> _TASK DIRECTIONS_: When the string "where" is part of a line below, that line should be copied.

Collected data entries:
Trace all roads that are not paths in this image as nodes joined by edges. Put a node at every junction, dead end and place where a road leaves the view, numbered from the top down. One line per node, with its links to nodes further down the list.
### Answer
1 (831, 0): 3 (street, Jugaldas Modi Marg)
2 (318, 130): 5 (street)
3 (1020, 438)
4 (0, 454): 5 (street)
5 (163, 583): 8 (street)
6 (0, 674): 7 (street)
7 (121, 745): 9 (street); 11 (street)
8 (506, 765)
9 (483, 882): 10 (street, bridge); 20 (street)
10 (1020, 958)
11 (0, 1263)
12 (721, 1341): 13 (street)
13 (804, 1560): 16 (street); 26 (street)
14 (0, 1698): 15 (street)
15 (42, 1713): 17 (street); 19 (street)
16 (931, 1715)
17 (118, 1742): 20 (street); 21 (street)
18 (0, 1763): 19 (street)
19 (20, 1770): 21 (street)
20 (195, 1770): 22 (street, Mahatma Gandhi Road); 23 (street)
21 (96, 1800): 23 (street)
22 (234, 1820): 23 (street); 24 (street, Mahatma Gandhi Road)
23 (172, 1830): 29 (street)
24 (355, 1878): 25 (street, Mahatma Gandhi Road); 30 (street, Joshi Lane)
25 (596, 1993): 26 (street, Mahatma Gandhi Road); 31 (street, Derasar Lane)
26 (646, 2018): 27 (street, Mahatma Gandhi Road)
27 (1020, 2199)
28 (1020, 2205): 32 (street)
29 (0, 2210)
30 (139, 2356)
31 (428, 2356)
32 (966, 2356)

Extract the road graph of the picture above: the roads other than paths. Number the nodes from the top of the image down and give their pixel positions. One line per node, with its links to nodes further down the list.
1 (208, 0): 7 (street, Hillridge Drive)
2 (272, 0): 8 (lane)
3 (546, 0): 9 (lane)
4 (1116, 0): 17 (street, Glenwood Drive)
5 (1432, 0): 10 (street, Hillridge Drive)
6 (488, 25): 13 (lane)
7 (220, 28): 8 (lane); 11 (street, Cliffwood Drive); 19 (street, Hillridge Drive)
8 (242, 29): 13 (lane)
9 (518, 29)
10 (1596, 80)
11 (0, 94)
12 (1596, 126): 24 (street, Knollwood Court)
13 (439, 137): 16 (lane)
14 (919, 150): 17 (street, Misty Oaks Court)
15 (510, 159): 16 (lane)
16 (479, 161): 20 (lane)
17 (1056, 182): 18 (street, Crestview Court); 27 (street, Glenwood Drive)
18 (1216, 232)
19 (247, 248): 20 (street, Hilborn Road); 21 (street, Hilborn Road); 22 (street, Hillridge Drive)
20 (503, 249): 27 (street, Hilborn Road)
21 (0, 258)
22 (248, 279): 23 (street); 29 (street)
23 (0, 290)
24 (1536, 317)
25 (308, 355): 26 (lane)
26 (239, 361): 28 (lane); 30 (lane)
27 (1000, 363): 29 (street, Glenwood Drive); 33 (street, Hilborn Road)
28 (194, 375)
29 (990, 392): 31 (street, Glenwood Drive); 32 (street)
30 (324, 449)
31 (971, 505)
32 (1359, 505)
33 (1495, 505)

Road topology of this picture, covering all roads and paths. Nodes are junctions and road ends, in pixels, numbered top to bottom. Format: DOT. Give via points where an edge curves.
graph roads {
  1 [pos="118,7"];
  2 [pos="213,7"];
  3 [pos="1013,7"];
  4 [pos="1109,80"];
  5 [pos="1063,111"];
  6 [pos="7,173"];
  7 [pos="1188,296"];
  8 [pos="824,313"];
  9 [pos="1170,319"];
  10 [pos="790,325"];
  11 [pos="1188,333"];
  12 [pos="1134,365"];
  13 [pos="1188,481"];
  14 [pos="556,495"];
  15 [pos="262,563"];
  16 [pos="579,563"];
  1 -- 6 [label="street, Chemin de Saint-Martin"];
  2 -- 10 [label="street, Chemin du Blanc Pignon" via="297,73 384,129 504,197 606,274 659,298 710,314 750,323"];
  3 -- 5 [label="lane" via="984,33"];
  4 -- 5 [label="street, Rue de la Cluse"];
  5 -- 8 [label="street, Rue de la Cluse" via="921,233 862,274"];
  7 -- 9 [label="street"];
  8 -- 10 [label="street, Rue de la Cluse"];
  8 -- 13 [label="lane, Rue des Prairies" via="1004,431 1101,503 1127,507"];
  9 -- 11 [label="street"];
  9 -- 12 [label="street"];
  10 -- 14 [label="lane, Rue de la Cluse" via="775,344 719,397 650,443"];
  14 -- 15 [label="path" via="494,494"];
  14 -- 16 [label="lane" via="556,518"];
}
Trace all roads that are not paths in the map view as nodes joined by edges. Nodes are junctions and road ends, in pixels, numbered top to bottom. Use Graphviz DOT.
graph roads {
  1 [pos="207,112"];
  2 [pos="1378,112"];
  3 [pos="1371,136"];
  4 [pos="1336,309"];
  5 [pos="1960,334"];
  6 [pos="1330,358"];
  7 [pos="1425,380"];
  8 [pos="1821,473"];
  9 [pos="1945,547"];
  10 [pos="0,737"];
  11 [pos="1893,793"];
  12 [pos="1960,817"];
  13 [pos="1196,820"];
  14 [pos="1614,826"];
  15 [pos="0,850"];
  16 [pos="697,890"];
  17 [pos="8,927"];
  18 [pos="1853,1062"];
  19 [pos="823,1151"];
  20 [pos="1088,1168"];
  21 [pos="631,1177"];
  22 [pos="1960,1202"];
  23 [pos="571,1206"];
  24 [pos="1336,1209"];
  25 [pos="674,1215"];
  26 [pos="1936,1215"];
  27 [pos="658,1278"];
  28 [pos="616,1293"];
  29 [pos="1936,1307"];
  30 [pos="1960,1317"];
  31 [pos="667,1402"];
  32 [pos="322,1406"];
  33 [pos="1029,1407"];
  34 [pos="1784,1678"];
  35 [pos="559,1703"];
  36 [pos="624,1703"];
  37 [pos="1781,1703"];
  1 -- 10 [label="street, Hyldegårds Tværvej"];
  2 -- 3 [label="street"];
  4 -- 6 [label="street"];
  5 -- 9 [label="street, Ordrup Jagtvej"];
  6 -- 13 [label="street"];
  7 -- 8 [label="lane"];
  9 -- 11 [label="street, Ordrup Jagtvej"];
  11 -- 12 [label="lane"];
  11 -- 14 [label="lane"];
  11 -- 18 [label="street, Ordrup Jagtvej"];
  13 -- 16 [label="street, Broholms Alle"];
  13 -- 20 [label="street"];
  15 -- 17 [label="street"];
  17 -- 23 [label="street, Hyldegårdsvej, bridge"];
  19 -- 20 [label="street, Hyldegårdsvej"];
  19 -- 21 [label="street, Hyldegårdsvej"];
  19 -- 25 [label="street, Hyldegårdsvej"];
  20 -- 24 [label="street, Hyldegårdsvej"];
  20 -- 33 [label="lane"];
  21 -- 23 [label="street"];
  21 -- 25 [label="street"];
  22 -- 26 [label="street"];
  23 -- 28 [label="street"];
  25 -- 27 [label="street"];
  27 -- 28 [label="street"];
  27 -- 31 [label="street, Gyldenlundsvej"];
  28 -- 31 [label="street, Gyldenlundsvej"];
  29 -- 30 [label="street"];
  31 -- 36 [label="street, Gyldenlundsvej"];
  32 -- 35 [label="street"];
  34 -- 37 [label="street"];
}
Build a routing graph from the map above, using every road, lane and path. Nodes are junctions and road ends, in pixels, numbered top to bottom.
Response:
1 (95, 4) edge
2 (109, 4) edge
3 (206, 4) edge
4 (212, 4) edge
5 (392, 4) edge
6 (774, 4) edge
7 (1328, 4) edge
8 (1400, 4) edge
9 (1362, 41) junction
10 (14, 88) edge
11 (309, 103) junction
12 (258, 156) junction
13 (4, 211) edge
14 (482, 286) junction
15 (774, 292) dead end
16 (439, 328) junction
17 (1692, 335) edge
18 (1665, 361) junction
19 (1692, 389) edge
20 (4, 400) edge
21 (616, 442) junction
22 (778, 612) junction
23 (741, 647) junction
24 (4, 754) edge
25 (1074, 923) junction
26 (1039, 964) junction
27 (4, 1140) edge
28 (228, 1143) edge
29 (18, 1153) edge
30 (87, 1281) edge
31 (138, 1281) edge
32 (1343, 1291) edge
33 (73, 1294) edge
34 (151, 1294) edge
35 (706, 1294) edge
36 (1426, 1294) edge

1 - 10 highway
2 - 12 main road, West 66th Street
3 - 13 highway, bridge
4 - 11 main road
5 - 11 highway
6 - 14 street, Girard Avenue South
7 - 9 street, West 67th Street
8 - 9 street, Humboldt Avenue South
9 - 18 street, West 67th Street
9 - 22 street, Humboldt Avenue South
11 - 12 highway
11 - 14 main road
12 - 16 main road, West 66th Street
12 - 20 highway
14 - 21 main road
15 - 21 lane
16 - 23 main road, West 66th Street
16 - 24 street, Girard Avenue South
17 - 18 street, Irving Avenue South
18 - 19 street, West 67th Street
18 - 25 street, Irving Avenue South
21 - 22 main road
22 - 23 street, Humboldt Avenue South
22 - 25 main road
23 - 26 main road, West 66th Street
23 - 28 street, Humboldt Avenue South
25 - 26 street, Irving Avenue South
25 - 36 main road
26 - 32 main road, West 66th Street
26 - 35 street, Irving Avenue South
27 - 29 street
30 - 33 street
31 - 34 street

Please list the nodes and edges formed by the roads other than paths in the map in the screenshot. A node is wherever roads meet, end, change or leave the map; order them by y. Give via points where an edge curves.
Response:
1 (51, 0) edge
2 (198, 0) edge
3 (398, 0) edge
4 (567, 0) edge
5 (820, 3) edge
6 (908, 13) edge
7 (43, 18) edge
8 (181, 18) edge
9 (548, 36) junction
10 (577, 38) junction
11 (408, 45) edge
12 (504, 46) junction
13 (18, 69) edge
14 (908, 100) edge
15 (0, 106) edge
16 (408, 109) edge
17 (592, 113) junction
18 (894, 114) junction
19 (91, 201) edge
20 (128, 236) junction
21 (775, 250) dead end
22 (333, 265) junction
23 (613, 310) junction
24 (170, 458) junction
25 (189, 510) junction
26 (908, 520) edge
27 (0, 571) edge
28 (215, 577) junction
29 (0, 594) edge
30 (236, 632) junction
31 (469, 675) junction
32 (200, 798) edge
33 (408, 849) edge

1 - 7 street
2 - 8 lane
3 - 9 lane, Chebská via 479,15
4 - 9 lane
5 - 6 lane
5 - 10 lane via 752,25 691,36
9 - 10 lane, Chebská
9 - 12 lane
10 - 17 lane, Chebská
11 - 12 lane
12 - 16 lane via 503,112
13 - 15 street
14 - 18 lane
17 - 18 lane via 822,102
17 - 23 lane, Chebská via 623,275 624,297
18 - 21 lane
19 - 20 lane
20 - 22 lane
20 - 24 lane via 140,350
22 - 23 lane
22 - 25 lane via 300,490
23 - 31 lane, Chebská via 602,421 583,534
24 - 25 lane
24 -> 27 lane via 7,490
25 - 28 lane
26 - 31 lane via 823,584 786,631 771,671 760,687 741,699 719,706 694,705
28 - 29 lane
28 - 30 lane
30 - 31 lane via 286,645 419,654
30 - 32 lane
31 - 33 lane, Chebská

> _REPLY TO THE EXERCISE_:
Trace all roads that are not paths in this image as nodes joined by edges. Put a node at every junction, dead end and place where a road leaves the view, numbered from the top down. One line per node, with its links to nodes further down the list.
Road topology of this picture, covering all roads and paths. Nodes are junctions and road ends, in pixels, numbered top to bottom. Format: DOT. Give via points where an edge curves.
Please list the nodes and edges formed by the roads other than paths in the map in the screenshot. A node is wherever roads meet, end, change or leave the map; order them by y. Give via points where an edge curves.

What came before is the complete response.